Die iranische Revolutionsgarde soll afghanische Flüchtlinge als Kämpfer für das syrische Regime rekrutiert haben, berichtet das Wallstreet Journal. Teheran dementiert dies zwar, doch deutet manches darauf hin, dass in Syrien tatsächlich Afghanen für Assad geopfert werden. Afghanische Politiker fordern Aufklärung.

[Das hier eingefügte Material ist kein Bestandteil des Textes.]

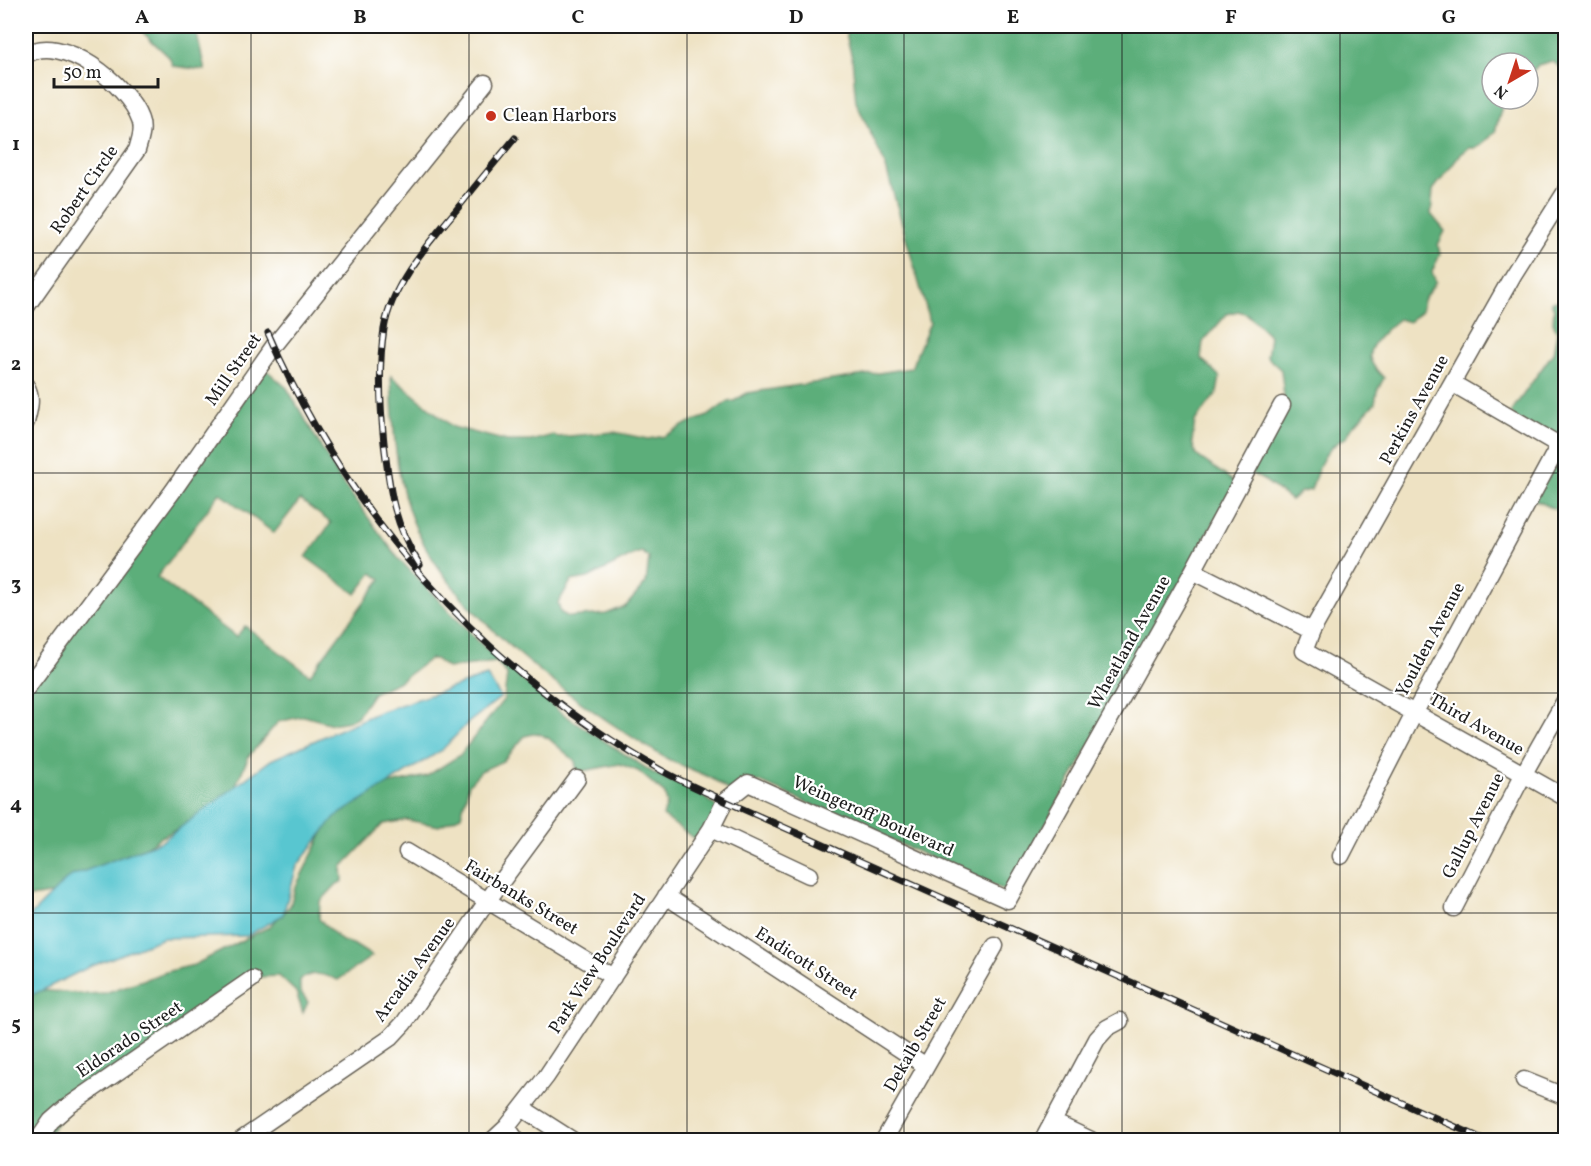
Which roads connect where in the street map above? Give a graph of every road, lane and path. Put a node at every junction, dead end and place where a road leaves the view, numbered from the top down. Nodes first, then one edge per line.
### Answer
1 (26, 55) edge
2 (485, 82) dead end
3 (1566, 191) edge
4 (26, 307) edge
5 (1452, 383) junction
6 (26, 386) edge
7 (1282, 405) dead end
8 (26, 422) edge
9 (1193, 571) junction
10 (1312, 631) junction
11 (1304, 651) joint
12 (26, 689) edge
13 (1566, 699) edge
14 (1415, 712) junction
15 (1523, 775) junction
16 (577, 779) dead end
17 (1566, 798) edge
18 (725, 801) joint
19 (711, 829) junction
20 (407, 852) dead end
21 (1341, 856) dead end
22 (809, 875) dead end
23 (666, 896) junction
24 (488, 900) junction
25 (1008, 900) joint
26 (1454, 908) dead end
27 (995, 946) dead end
28 (613, 977) junction
29 (252, 979) dead end
30 (1120, 1021) dead end
31 (926, 1066) junction
32 (1524, 1080) dead end
33 (1566, 1097) edge
34 (522, 1108) junction
35 (1053, 1122) junction
36 (511, 1134) edge
37 (38, 1140) edge
38 (241, 1140) edge
39 (493, 1140) edge
40 (572, 1140) edge
41 (884, 1140) edge
42 (1042, 1140) edge
43 (1091, 1140) edge

1 - 4 street, Robert Circle
2 - 12 street, Mill Street
3 - 5 street, Perkins Avenue
5 - 10 street, Perkins Avenue
5 - 14 street, Youlden Avenue
6 - 8 street
7 - 9 street, Wheatland Avenue
9 - 10 street
9 - 25 street, Wheatland Avenue
10 - 11 street, Perkins Avenue
11 - 14 street, Third Avenue
13 - 15 street, Gallup Avenue
14 - 15 street, Third Avenue
14 - 21 street, Youlden Avenue
15 - 17 street, Third Avenue
15 - 26 street, Gallup Avenue
16 - 24 street, Arcadia Avenue
18 - 19 street, Park View Boulevard
18 - 25 street, Weingeroff Boulevard
19 - 22 street
19 - 23 street, Park View Boulevard
20 - 24 street, Fairbanks Street
23 - 28 street, Park View Boulevard
23 - 31 street, Endicott Street
24 - 28 street, Fairbanks Street
24 - 38 street, Arcadia Avenue
27 - 31 street, Dekalb Street
28 - 34 street, Park View Boulevard
29 - 37 street, Eldorado Street
30 - 35 street
31 - 41 street, Dekalb Street
32 - 33 street
34 - 36 street, Park View Boulevard
34 - 40 street
35 - 42 street
35 - 43 street
36 - 39 street, Park View Boulevard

Sie gehören zu den Ärmsten der Armen im Iran und werden von Gesellschaft und politischen Verantwortlichen dort diskriminiert. Die Rede ist von afghanischen Flüchtlingen, die ihre Heimat in der Hoffnung verlassen haben, in der Islamischen Republik ein Leben fernab von Armut und Krieg führen zu können. Doch der vermeintliche Weg aus der Armut führt viele in den Iran geflohene Afghanen möglicherweise erneut in einen blutigen Krieg. Laut einem Bericht des Wallstreet Journals rekrutiert die iranische Revolutionsgarde systematisch afghanische Flüchtlinge, die im Bürgerkrieg in Syrien auf der Seite des vom Iran unterstützten Assad-Regimes kämpfen sollen. In den syrischen Kampfgebieten würden die afghanischen Söldner an vorderster Front eingesetzt, um Verluste unter den iranischen Kämpfern zu vermeiden, so die angesehene US-amerikanische Tageszeitung in der vergangenen Woche.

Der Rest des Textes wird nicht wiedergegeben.